#### [WORK REQUEST]
Take the entries below and return them unchanged.

#### [MATERIAL FOR THIS EXERCISE]

········

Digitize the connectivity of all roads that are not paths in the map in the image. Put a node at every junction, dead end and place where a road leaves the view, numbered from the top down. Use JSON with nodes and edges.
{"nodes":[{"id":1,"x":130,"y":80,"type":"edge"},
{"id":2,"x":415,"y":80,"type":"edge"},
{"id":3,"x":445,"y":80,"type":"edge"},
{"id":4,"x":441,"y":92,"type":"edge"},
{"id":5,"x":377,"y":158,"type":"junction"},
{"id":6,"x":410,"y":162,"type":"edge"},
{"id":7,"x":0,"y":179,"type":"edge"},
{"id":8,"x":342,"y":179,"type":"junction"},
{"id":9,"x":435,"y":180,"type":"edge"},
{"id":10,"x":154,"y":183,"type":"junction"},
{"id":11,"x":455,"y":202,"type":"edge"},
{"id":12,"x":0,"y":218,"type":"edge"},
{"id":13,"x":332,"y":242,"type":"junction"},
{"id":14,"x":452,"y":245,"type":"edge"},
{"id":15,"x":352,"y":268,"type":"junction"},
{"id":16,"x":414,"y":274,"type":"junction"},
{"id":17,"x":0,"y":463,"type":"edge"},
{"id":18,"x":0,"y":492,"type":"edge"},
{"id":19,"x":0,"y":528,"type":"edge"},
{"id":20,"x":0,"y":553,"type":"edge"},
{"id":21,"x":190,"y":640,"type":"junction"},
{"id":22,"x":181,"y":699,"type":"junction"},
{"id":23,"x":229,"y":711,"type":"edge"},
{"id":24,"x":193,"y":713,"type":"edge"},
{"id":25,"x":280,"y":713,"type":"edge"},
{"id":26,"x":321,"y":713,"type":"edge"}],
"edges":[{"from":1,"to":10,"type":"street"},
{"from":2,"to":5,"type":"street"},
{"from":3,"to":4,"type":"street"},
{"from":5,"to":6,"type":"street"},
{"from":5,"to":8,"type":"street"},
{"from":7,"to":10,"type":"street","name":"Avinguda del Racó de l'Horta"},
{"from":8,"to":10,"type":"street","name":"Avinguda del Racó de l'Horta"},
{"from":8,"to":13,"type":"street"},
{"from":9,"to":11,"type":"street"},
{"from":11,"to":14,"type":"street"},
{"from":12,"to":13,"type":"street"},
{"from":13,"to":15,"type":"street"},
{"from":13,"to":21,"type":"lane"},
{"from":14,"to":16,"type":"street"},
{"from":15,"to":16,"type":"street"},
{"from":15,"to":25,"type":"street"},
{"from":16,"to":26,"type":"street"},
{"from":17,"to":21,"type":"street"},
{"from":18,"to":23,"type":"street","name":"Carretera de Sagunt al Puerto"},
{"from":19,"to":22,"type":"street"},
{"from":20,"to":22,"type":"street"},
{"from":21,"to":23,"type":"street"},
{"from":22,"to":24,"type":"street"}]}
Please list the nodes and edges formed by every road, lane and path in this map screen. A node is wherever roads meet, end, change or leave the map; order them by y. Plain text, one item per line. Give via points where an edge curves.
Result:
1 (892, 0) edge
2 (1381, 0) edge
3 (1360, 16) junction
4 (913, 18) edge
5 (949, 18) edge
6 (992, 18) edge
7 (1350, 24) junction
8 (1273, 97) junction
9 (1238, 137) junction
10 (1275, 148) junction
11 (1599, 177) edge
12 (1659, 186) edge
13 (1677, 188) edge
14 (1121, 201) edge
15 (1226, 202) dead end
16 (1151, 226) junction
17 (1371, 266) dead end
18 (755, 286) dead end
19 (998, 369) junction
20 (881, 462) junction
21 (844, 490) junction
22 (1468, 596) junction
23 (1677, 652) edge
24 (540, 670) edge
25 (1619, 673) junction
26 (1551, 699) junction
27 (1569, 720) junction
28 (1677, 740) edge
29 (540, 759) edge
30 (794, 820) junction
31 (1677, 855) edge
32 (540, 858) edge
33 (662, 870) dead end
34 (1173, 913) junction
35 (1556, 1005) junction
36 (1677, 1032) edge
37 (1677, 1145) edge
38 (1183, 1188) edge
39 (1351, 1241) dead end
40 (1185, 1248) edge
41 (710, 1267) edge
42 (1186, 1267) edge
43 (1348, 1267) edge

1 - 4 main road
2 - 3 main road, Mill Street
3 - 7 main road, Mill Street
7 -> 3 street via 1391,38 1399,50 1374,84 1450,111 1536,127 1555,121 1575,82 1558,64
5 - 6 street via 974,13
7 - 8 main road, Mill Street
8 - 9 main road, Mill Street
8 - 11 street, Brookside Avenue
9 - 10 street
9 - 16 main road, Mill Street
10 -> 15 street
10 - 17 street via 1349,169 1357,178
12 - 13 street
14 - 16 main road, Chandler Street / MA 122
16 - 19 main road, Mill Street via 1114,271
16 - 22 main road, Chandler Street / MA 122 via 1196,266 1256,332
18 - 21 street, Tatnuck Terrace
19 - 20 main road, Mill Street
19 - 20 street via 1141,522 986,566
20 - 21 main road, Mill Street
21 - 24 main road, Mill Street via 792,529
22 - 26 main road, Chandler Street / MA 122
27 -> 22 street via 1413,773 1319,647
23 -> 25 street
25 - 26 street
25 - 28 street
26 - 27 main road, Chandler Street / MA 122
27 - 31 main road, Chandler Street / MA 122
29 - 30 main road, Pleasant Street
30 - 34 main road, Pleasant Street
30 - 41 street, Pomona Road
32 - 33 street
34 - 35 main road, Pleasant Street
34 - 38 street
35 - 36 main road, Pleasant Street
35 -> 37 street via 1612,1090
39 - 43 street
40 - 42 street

········

#### [TASK SOLUTION]
Digitize the connectivity of all roads that are not paths in the map in the image. Put a node at every junction, dead end and place where a road leaves the view, numbered from the top down. Use JSON with nodes and edges.
{"nodes":[{"id":1,"x":130,"y":80,"type":"edge"},
{"id":2,"x":415,"y":80,"type":"edge"},
{"id":3,"x":445,"y":80,"type":"edge"},
{"id":4,"x":441,"y":92,"type":"edge"},
{"id":5,"x":377,"y":158,"type":"junction"},
{"id":6,"x":410,"y":162,"type":"edge"},
{"id":7,"x":0,"y":179,"type":"edge"},
{"id":8,"x":342,"y":179,"type":"junction"},
{"id":9,"x":435,"y":180,"type":"edge"},
{"id":10,"x":154,"y":183,"type":"junction"},
{"id":11,"x":455,"y":202,"type":"edge"},
{"id":12,"x":0,"y":218,"type":"edge"},
{"id":13,"x":332,"y":242,"type":"junction"},
{"id":14,"x":452,"y":245,"type":"edge"},
{"id":15,"x":352,"y":268,"type":"junction"},
{"id":16,"x":414,"y":274,"type":"junction"},
{"id":17,"x":0,"y":463,"type":"edge"},
{"id":18,"x":0,"y":492,"type":"edge"},
{"id":19,"x":0,"y":528,"type":"edge"},
{"id":20,"x":0,"y":553,"type":"edge"},
{"id":21,"x":190,"y":640,"type":"junction"},
{"id":22,"x":181,"y":699,"type":"junction"},
{"id":23,"x":229,"y":711,"type":"edge"},
{"id":24,"x":193,"y":713,"type":"edge"},
{"id":25,"x":280,"y":713,"type":"edge"},
{"id":26,"x":321,"y":713,"type":"edge"}],
"edges":[{"from":1,"to":10,"type":"street"},
{"from":2,"to":5,"type":"street"},
{"from":3,"to":4,"type":"street"},
{"from":5,"to":6,"type":"street"},
{"from":5,"to":8,"type":"street"},
{"from":7,"to":10,"type":"street","name":"Avinguda del Racó de l'Horta"},
{"from":8,"to":10,"type":"street","name":"Avinguda del Racó de l'Horta"},
{"from":8,"to":13,"type":"street"},
{"from":9,"to":11,"type":"street"},
{"from":11,"to":14,"type":"street"},
{"from":12,"to":13,"type":"street"},
{"from":13,"to":15,"type":"street"},
{"from":13,"to":21,"type":"lane"},
{"from":14,"to":16,"type":"street"},
{"from":15,"to":16,"type":"street"},
{"from":15,"to":25,"type":"street"},
{"from":16,"to":26,"type":"street"},
{"from":17,"to":21,"type":"street"},
{"from":18,"to":23,"type":"street","name":"Carretera de Sagunt al Puerto"},
{"from":19,"to":22,"type":"street"},
{"from":20,"to":22,"type":"street"},
{"from":21,"to":23,"type":"street"},
{"from":22,"to":24,"type":"street"}]}
Please list the nodes and edges formed by every road, lane and path in this map screen. A node is wherever roads meet, end, change or leave the map; order them by y. Plain text, one item per line. Give via points where an edge curves.
Result:
1 (892, 0) edge
2 (1381, 0) edge
3 (1360, 16) junction
4 (913, 18) edge
5 (949, 18) edge
6 (992, 18) edge
7 (1350, 24) junction
8 (1273, 97) junction
9 (1238, 137) junction
10 (1275, 148) junction
11 (1599, 177) edge
12 (1659, 186) edge
13 (1677, 188) edge
14 (1121, 201) edge
15 (1226, 202) dead end
16 (1151, 226) junction
17 (1371, 266) dead end
18 (755, 286) dead end
19 (998, 369) junction
20 (881, 462) junction
21 (844, 490) junction
22 (1468, 596) junction
23 (1677, 652) edge
24 (540, 670) edge
25 (1619, 673) junction
26 (1551, 699) junction
27 (1569, 720) junction
28 (1677, 740) edge
29 (540, 759) edge
30 (794, 820) junction
31 (1677, 855) edge
32 (540, 858) edge
33 (662, 870) dead end
34 (1173, 913) junction
35 (1556, 1005) junction
36 (1677, 1032) edge
37 (1677, 1145) edge
38 (1183, 1188) edge
39 (1351, 1241) dead end
40 (1185, 1248) edge
41 (710, 1267) edge
42 (1186, 1267) edge
43 (1348, 1267) edge

1 - 4 main road
2 - 3 main road, Mill Street
3 - 7 main road, Mill Street
7 -> 3 street via 1391,38 1399,50 1374,84 1450,111 1536,127 1555,121 1575,82 1558,64
5 - 6 street via 974,13
7 - 8 main road, Mill Street
8 - 9 main road, Mill Street
8 - 11 street, Brookside Avenue
9 - 10 street
9 - 16 main road, Mill Street
10 -> 15 street
10 - 17 street via 1349,169 1357,178
12 - 13 street
14 - 16 main road, Chandler Street / MA 122
16 - 19 main road, Mill Street via 1114,271
16 - 22 main road, Chandler Street / MA 122 via 1196,266 1256,332
18 - 21 street, Tatnuck Terrace
19 - 20 main road, Mill Street
19 - 20 street via 1141,522 986,566
20 - 21 main road, Mill Street
21 - 24 main road, Mill Street via 792,529
22 - 26 main road, Chandler Street / MA 122
27 -> 22 street via 1413,773 1319,647
23 -> 25 street
25 - 26 street
25 - 28 street
26 - 27 main road, Chandler Street / MA 122
27 - 31 main road, Chandler Street / MA 122
29 - 30 main road, Pleasant Street
30 - 34 main road, Pleasant Street
30 - 41 street, Pomona Road
32 - 33 street
34 - 35 main road, Pleasant Street
34 - 38 street
35 - 36 main road, Pleasant Street
35 -> 37 street via 1612,1090
39 - 43 street
40 - 42 street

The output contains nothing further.